**YOUR OBJECTIVE:** Find the word "Boulevard" in the data. Return every line where it appears.

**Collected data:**
━━━━
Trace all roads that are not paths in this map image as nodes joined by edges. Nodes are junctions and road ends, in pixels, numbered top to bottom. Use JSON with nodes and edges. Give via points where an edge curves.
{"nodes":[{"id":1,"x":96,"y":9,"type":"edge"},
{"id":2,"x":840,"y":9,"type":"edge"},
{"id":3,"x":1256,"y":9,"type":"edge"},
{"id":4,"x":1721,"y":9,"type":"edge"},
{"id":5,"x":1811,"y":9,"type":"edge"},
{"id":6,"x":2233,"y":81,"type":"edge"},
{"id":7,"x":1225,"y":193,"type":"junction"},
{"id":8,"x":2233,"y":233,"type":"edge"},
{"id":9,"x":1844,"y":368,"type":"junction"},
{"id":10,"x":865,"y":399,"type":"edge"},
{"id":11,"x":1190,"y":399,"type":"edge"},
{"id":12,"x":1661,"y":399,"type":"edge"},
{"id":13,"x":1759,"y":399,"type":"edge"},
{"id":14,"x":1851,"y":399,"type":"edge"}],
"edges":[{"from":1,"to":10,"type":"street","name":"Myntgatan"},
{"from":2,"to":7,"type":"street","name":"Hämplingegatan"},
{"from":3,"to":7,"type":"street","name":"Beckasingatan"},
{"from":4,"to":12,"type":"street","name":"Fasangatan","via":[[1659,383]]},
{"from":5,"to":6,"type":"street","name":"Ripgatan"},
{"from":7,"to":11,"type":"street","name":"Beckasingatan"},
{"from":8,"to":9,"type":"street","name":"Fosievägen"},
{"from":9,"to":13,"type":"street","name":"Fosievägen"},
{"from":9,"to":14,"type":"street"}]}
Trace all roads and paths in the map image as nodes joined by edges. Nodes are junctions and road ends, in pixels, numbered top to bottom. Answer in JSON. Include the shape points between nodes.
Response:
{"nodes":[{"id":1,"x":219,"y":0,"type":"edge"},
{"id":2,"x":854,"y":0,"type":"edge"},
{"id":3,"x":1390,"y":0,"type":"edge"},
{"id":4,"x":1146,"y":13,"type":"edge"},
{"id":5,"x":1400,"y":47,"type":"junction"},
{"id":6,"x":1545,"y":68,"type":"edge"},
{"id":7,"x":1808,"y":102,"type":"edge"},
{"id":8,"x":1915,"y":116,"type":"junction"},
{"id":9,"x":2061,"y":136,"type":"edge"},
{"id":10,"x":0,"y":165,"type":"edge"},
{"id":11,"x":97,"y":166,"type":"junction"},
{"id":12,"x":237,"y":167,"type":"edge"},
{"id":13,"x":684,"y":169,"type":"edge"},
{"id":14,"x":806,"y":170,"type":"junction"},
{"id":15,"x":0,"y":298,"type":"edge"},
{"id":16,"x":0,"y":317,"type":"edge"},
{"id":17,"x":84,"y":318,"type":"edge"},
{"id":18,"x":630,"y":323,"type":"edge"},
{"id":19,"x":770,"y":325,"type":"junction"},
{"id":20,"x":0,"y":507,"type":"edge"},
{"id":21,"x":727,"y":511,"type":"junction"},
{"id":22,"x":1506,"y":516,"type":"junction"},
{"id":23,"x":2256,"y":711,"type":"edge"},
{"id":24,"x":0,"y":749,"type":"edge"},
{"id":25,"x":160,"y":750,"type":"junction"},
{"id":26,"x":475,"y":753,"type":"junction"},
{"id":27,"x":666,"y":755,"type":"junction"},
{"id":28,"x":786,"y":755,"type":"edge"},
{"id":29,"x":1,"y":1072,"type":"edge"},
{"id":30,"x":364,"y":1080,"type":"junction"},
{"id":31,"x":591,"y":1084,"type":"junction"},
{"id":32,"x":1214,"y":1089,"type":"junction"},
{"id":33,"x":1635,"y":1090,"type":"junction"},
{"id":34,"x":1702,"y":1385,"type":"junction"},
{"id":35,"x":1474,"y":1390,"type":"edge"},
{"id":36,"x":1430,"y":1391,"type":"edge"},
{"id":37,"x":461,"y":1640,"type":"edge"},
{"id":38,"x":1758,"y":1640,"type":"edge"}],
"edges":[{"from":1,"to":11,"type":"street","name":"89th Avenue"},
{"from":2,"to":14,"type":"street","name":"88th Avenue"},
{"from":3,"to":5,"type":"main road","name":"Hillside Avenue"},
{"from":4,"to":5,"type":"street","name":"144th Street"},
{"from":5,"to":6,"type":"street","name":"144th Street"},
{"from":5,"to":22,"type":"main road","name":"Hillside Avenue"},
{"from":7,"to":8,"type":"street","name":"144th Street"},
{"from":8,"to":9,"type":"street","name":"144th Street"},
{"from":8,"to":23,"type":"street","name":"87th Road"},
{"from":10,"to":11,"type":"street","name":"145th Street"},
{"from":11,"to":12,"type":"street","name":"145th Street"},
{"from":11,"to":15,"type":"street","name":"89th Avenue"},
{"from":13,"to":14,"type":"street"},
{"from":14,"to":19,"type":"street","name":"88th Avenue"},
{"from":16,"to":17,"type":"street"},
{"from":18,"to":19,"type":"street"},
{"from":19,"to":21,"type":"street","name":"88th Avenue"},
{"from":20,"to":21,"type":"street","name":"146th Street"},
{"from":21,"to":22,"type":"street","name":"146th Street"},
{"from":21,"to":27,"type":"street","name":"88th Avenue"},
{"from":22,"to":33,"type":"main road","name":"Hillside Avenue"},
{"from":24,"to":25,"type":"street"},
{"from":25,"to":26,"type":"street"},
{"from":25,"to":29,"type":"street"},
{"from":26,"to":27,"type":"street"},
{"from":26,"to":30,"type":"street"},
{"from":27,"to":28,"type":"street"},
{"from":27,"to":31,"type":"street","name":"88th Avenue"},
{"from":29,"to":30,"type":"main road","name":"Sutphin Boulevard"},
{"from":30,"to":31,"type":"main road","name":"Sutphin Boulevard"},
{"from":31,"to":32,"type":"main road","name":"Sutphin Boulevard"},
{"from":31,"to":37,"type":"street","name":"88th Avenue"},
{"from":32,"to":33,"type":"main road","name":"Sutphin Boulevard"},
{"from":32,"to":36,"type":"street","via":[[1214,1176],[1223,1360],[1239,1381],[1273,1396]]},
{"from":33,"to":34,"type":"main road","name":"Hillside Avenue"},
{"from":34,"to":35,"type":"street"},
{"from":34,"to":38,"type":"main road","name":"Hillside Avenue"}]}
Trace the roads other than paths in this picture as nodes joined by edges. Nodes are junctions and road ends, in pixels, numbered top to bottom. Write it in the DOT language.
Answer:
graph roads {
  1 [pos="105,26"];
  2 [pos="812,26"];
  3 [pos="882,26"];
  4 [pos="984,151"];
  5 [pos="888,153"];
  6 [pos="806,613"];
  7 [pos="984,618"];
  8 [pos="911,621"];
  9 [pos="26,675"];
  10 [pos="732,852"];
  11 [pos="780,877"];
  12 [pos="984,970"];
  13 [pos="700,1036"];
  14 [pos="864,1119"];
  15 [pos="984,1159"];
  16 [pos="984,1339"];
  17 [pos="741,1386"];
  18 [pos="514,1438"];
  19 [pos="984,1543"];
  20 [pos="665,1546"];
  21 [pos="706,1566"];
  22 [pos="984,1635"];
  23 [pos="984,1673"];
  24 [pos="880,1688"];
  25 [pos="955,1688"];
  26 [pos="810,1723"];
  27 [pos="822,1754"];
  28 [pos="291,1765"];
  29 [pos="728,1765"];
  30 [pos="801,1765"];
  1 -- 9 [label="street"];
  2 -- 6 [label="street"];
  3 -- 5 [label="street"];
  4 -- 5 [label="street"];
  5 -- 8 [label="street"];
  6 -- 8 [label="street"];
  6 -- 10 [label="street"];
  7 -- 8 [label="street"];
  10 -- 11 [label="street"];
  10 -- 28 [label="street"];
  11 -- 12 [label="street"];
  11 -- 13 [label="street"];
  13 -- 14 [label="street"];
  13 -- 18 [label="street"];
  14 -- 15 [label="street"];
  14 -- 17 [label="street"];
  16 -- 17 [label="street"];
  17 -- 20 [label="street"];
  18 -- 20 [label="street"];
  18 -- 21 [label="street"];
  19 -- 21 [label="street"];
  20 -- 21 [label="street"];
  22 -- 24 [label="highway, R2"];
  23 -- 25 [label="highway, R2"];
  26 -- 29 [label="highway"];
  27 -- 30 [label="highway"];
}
━━━━
**YOUR SOLUTION:**
{"from":29,"to":30,"type":"main road","name":"Sutphin Boulevard"},
{"from":30,"to":31,"type":"main road","name":"Sutphin Boulevard"},
{"from":31,"to":32,"type":"main road","name":"Sutphin Boulevard"},
{"from":32,"to":33,"type":"main road","name":"Sutphin Boulevard"},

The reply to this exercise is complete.